● **TASK OBJECTIVE**:
Copy each line below in which the string "wrist" appears.

● **SUPPLIED DATA**:
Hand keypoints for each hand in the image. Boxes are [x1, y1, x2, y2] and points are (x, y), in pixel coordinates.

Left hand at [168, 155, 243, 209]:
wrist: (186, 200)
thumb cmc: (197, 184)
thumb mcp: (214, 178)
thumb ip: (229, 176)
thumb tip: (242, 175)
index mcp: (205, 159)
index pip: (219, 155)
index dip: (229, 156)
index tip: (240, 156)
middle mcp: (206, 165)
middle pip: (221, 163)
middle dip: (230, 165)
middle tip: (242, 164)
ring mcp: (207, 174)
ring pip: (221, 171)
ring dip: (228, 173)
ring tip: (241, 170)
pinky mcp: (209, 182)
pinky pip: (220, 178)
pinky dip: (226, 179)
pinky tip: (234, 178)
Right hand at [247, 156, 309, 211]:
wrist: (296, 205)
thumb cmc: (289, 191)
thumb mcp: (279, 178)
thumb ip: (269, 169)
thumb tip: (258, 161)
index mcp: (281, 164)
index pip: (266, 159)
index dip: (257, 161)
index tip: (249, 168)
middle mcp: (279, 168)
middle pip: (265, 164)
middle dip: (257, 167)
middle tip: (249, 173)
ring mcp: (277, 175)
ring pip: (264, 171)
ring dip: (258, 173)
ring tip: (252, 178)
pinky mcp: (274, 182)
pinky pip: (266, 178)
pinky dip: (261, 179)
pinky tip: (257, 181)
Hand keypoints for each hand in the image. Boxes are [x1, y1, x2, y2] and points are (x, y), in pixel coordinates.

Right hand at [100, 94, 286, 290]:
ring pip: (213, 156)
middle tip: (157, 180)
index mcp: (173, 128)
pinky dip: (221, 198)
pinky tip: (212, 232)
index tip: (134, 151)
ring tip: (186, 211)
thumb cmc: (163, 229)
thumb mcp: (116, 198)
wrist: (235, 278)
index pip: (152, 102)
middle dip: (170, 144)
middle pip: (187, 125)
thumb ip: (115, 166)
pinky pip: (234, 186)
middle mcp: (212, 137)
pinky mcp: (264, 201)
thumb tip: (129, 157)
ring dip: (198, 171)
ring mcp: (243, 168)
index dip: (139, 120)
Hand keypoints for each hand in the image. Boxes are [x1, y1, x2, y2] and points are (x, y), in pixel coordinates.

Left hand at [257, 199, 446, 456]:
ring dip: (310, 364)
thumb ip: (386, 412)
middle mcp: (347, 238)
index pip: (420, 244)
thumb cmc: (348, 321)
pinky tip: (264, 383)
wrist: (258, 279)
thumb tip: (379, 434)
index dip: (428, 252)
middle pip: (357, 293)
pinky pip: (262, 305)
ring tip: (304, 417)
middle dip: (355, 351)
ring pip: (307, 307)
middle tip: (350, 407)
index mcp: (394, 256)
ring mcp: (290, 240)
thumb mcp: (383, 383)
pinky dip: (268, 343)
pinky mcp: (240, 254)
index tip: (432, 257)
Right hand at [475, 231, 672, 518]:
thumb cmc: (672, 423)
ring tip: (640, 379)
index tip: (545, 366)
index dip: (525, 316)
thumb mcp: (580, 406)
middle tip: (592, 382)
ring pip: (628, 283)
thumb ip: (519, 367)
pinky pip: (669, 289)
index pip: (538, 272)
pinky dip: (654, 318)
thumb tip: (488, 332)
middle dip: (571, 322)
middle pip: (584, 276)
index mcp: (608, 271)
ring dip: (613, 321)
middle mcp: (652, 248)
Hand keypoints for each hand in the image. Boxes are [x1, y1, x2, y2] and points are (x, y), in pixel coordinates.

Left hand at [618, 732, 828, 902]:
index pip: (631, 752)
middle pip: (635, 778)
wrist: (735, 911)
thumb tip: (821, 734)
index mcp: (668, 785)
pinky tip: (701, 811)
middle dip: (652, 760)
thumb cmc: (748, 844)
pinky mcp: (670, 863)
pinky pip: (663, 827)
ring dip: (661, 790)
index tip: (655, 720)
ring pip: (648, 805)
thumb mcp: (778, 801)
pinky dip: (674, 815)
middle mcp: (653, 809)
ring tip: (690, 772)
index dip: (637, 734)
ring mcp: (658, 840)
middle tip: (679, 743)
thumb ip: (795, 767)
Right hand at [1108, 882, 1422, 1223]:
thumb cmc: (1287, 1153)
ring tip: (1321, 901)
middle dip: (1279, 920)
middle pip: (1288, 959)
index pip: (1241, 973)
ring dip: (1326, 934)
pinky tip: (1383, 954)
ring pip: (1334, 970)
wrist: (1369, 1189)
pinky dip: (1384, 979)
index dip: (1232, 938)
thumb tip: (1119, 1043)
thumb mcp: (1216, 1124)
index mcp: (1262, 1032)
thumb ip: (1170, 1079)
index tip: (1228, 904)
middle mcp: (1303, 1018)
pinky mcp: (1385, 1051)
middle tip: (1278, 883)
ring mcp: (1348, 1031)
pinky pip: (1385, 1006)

* * *

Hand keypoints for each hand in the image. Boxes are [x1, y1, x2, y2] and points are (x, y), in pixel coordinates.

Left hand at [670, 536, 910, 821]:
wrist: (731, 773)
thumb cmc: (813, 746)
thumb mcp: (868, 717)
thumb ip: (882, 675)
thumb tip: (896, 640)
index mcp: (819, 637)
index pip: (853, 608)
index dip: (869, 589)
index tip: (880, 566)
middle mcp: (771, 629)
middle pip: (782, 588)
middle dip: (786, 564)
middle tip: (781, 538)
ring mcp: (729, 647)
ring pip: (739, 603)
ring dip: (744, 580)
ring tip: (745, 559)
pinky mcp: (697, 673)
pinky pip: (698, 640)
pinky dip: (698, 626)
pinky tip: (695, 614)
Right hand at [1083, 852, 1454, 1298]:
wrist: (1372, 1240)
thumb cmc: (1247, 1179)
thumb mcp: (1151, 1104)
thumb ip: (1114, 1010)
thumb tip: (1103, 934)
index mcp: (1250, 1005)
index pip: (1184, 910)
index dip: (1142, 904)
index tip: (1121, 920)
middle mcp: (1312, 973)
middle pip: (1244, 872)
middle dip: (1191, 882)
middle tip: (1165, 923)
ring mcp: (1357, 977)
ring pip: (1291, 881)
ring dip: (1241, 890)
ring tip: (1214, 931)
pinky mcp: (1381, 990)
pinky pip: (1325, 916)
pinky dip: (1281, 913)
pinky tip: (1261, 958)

● **EXPECTED OUTPUT**:
wrist: (186, 200)
wrist: (296, 205)
wrist: (235, 278)
wrist: (258, 279)
wrist: (735, 911)
wrist: (1369, 1189)
wrist: (731, 773)
wrist: (1372, 1240)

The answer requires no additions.